## Assignment
All of the records must be repeated exactly.

## Source records
--- START ---

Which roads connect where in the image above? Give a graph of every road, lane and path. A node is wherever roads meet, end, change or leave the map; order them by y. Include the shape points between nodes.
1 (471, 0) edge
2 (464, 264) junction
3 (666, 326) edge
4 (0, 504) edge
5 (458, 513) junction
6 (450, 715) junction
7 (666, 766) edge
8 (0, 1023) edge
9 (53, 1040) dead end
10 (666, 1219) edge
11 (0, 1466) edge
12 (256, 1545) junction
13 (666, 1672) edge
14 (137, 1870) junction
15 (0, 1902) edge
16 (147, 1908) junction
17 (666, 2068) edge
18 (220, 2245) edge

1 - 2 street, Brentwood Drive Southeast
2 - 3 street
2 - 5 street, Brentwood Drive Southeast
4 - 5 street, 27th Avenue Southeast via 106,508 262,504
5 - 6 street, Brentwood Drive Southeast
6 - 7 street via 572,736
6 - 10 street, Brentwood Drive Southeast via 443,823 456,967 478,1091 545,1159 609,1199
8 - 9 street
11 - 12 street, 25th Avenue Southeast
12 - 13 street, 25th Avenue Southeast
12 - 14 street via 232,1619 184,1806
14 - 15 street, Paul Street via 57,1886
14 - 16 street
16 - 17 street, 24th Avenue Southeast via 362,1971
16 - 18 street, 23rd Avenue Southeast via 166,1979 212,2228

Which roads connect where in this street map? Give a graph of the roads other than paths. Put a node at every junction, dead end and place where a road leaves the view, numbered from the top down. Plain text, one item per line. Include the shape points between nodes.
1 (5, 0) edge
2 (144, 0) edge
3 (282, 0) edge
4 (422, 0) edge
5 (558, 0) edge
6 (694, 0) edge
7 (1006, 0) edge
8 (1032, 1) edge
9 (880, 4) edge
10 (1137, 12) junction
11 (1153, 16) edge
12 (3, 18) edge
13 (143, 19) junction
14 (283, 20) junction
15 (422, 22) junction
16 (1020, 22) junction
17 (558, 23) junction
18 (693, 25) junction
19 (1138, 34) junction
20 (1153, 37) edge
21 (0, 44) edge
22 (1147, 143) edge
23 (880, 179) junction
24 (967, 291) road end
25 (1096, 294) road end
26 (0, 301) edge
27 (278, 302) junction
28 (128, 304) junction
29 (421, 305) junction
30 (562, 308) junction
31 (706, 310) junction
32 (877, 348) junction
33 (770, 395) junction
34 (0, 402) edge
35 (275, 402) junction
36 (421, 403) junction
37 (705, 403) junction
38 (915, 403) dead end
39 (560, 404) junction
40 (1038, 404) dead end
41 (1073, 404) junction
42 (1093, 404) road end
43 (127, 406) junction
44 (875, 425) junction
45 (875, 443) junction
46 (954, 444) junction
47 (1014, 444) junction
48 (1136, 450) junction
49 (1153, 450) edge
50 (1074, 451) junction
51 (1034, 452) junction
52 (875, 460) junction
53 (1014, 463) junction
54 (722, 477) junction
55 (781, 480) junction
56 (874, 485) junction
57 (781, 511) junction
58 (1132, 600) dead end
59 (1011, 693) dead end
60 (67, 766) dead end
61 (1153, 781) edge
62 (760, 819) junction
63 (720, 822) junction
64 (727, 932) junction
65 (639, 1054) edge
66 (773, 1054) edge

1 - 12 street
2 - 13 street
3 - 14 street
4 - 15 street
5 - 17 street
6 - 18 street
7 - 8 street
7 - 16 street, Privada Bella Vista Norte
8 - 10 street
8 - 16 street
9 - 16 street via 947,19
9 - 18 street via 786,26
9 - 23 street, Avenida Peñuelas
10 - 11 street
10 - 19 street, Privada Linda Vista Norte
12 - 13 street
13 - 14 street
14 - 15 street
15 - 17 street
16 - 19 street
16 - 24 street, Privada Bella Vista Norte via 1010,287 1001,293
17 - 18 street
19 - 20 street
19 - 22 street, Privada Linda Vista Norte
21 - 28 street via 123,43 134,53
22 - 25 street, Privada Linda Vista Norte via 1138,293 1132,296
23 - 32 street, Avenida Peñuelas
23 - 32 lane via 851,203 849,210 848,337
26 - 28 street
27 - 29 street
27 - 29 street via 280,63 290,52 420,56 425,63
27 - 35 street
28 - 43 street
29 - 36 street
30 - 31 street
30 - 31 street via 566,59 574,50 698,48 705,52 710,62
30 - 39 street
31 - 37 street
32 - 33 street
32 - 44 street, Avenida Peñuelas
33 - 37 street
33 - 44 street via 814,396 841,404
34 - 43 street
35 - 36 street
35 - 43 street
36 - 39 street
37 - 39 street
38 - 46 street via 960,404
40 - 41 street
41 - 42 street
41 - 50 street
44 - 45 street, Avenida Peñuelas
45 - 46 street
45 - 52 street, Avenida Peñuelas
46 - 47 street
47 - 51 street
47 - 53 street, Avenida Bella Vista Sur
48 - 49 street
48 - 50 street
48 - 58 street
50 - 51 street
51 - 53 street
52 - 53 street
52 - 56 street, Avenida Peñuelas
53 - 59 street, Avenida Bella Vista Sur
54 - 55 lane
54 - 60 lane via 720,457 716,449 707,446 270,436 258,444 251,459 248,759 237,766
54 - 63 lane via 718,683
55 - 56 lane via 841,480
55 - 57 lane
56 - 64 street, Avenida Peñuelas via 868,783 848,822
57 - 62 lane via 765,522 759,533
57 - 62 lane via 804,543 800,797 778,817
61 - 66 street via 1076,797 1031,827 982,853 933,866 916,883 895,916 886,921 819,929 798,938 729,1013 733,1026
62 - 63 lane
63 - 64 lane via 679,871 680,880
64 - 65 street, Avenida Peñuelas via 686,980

--- END ---

## Response to the exercise
Which roads connect where in the image above? Give a graph of every road, lane and path. A node is wherever roads meet, end, change or leave the map; order them by y. Include the shape points between nodes.
1 (471, 0) edge
2 (464, 264) junction
3 (666, 326) edge
4 (0, 504) edge
5 (458, 513) junction
6 (450, 715) junction
7 (666, 766) edge
8 (0, 1023) edge
9 (53, 1040) dead end
10 (666, 1219) edge
11 (0, 1466) edge
12 (256, 1545) junction
13 (666, 1672) edge
14 (137, 1870) junction
15 (0, 1902) edge
16 (147, 1908) junction
17 (666, 2068) edge
18 (220, 2245) edge

1 - 2 street, Brentwood Drive Southeast
2 - 3 street
2 - 5 street, Brentwood Drive Southeast
4 - 5 street, 27th Avenue Southeast via 106,508 262,504
5 - 6 street, Brentwood Drive Southeast
6 - 7 street via 572,736
6 - 10 street, Brentwood Drive Southeast via 443,823 456,967 478,1091 545,1159 609,1199
8 - 9 street
11 - 12 street, 25th Avenue Southeast
12 - 13 street, 25th Avenue Southeast
12 - 14 street via 232,1619 184,1806
14 - 15 street, Paul Street via 57,1886
14 - 16 street
16 - 17 street, 24th Avenue Southeast via 362,1971
16 - 18 street, 23rd Avenue Southeast via 166,1979 212,2228

Which roads connect where in this street map? Give a graph of the roads other than paths. Put a node at every junction, dead end and place where a road leaves the view, numbered from the top down. Plain text, one item per line. Include the shape points between nodes.
1 (5, 0) edge
2 (144, 0) edge
3 (282, 0) edge
4 (422, 0) edge
5 (558, 0) edge
6 (694, 0) edge
7 (1006, 0) edge
8 (1032, 1) edge
9 (880, 4) edge
10 (1137, 12) junction
11 (1153, 16) edge
12 (3, 18) edge
13 (143, 19) junction
14 (283, 20) junction
15 (422, 22) junction
16 (1020, 22) junction
17 (558, 23) junction
18 (693, 25) junction
19 (1138, 34) junction
20 (1153, 37) edge
21 (0, 44) edge
22 (1147, 143) edge
23 (880, 179) junction
24 (967, 291) road end
25 (1096, 294) road end
26 (0, 301) edge
27 (278, 302) junction
28 (128, 304) junction
29 (421, 305) junction
30 (562, 308) junction
31 (706, 310) junction
32 (877, 348) junction
33 (770, 395) junction
34 (0, 402) edge
35 (275, 402) junction
36 (421, 403) junction
37 (705, 403) junction
38 (915, 403) dead end
39 (560, 404) junction
40 (1038, 404) dead end
41 (1073, 404) junction
42 (1093, 404) road end
43 (127, 406) junction
44 (875, 425) junction
45 (875, 443) junction
46 (954, 444) junction
47 (1014, 444) junction
48 (1136, 450) junction
49 (1153, 450) edge
50 (1074, 451) junction
51 (1034, 452) junction
52 (875, 460) junction
53 (1014, 463) junction
54 (722, 477) junction
55 (781, 480) junction
56 (874, 485) junction
57 (781, 511) junction
58 (1132, 600) dead end
59 (1011, 693) dead end
60 (67, 766) dead end
61 (1153, 781) edge
62 (760, 819) junction
63 (720, 822) junction
64 (727, 932) junction
65 (639, 1054) edge
66 (773, 1054) edge

1 - 12 street
2 - 13 street
3 - 14 street
4 - 15 street
5 - 17 street
6 - 18 street
7 - 8 street
7 - 16 street, Privada Bella Vista Norte
8 - 10 street
8 - 16 street
9 - 16 street via 947,19
9 - 18 street via 786,26
9 - 23 street, Avenida Peñuelas
10 - 11 street
10 - 19 street, Privada Linda Vista Norte
12 - 13 street
13 - 14 street
14 - 15 street
15 - 17 street
16 - 19 street
16 - 24 street, Privada Bella Vista Norte via 1010,287 1001,293
17 - 18 street
19 - 20 street
19 - 22 street, Privada Linda Vista Norte
21 - 28 street via 123,43 134,53
22 - 25 street, Privada Linda Vista Norte via 1138,293 1132,296
23 - 32 street, Avenida Peñuelas
23 - 32 lane via 851,203 849,210 848,337
26 - 28 street
27 - 29 street
27 - 29 street via 280,63 290,52 420,56 425,63
27 - 35 street
28 - 43 street
29 - 36 street
30 - 31 street
30 - 31 street via 566,59 574,50 698,48 705,52 710,62
30 - 39 street
31 - 37 street
32 - 33 street
32 - 44 street, Avenida Peñuelas
33 - 37 street
33 - 44 street via 814,396 841,404
34 - 43 street
35 - 36 street
35 - 43 street
36 - 39 street
37 - 39 street
38 - 46 street via 960,404
40 - 41 street
41 - 42 street
41 - 50 street
44 - 45 street, Avenida Peñuelas
45 - 46 street
45 - 52 street, Avenida Peñuelas
46 - 47 street
47 - 51 street
47 - 53 street, Avenida Bella Vista Sur
48 - 49 street
48 - 50 street
48 - 58 street
50 - 51 street
51 - 53 street
52 - 53 street
52 - 56 street, Avenida Peñuelas
53 - 59 street, Avenida Bella Vista Sur
54 - 55 lane
54 - 60 lane via 720,457 716,449 707,446 270,436 258,444 251,459 248,759 237,766
54 - 63 lane via 718,683
55 - 56 lane via 841,480
55 - 57 lane
56 - 64 street, Avenida Peñuelas via 868,783 848,822
57 - 62 lane via 765,522 759,533
57 - 62 lane via 804,543 800,797 778,817
61 - 66 street via 1076,797 1031,827 982,853 933,866 916,883 895,916 886,921 819,929 798,938 729,1013 733,1026
62 - 63 lane
63 - 64 lane via 679,871 680,880
64 - 65 street, Avenida Peñuelas via 686,980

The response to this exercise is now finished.